• _Task directions_: In the entries below, find each line bearing the string "letter" and copy it.

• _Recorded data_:
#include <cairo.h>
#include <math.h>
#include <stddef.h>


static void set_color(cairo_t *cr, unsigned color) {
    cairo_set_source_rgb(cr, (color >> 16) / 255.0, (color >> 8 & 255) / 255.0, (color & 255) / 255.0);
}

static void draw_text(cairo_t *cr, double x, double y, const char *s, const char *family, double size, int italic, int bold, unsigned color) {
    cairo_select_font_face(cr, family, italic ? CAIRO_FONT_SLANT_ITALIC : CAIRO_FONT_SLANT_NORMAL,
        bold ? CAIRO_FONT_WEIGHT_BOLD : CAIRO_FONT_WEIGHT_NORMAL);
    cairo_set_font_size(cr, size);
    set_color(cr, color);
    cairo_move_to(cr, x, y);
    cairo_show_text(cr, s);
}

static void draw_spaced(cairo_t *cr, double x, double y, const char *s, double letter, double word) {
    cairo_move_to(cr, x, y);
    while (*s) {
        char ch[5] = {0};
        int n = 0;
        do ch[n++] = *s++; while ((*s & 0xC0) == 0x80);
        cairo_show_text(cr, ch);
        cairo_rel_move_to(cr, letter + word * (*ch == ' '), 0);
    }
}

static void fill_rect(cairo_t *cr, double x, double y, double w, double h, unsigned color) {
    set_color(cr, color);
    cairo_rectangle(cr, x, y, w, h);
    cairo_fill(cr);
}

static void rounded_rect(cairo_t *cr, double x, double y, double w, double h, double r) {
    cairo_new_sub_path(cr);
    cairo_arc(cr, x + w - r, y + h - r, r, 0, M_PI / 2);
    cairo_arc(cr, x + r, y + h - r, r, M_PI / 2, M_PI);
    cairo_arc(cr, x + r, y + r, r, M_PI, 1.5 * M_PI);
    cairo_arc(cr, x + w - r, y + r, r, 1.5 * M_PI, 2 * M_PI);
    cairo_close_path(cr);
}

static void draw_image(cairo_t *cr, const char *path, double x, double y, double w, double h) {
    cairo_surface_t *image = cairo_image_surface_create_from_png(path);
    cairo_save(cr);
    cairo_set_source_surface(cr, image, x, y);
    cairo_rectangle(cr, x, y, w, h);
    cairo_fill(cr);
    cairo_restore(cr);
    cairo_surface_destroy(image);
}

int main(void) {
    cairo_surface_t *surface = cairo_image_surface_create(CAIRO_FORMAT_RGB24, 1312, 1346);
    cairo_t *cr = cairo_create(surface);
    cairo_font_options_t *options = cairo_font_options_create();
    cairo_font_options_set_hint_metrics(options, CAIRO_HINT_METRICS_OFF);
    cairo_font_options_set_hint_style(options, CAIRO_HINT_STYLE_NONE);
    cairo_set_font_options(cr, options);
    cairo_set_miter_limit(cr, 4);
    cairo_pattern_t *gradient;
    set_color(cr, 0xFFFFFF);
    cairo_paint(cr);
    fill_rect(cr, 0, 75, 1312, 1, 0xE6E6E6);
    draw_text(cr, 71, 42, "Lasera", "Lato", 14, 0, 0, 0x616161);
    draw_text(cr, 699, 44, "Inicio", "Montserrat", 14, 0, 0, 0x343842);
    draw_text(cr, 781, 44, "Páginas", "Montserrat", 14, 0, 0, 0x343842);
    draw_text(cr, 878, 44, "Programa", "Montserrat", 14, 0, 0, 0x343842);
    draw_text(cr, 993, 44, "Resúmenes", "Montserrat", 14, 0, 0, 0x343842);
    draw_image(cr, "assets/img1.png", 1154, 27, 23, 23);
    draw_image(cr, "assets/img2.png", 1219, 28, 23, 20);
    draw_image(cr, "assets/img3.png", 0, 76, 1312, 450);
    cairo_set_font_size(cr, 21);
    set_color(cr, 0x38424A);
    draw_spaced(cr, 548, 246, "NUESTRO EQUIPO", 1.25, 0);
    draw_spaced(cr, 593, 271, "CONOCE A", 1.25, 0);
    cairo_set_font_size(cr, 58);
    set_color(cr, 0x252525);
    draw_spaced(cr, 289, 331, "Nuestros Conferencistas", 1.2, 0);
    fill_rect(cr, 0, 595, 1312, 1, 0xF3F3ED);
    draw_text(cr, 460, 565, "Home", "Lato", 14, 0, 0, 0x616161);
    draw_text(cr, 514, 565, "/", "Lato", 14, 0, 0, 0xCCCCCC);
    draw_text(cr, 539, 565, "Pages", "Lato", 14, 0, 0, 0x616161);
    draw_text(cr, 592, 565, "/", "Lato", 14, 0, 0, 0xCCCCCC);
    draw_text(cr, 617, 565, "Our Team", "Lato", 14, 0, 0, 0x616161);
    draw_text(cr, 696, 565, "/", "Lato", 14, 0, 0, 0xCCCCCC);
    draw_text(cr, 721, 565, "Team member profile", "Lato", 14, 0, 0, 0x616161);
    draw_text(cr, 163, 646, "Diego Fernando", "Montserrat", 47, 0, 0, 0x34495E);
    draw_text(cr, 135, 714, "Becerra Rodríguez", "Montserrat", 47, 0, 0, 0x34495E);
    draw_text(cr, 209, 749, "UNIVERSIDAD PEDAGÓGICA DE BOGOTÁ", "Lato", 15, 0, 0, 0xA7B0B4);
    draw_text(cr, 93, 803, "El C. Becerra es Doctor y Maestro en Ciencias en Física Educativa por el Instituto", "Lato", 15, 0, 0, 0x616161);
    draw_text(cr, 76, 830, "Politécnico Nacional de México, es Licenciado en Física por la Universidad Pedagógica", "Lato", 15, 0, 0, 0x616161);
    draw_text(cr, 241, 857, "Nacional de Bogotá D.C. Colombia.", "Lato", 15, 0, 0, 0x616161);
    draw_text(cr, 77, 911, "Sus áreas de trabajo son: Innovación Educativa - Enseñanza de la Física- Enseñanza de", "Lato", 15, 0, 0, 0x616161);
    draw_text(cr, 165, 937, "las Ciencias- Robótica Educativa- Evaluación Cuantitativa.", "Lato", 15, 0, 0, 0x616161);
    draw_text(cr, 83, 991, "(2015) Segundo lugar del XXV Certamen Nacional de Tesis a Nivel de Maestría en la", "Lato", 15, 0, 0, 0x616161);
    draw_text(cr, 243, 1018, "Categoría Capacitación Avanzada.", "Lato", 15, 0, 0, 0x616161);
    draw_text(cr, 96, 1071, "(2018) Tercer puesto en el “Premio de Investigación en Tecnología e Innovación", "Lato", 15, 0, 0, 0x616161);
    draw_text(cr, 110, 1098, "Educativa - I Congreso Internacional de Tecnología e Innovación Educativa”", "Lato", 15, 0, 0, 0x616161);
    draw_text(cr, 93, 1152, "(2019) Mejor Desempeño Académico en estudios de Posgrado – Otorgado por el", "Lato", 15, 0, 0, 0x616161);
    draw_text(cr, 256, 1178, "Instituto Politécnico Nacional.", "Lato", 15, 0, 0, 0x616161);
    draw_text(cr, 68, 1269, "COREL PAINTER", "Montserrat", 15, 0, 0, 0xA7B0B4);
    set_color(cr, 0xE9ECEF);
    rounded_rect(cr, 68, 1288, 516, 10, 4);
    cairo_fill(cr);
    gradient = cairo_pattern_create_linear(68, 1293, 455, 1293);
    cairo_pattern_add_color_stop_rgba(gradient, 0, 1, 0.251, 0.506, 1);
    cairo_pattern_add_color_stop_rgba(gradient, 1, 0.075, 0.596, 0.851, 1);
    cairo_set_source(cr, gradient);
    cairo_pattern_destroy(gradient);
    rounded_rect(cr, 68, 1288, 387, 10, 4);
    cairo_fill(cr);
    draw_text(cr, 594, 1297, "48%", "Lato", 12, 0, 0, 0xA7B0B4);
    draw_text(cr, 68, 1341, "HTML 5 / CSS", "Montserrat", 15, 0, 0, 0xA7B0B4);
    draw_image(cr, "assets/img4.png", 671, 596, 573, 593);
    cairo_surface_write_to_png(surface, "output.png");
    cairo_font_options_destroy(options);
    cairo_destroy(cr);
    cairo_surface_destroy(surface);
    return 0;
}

• _Task result_:
static void draw_spaced(cairo_t *cr, double x, double y, const char *s, double letter, double word) {
        cairo_rel_move_to(cr, letter + word * (*ch == ' '), 0);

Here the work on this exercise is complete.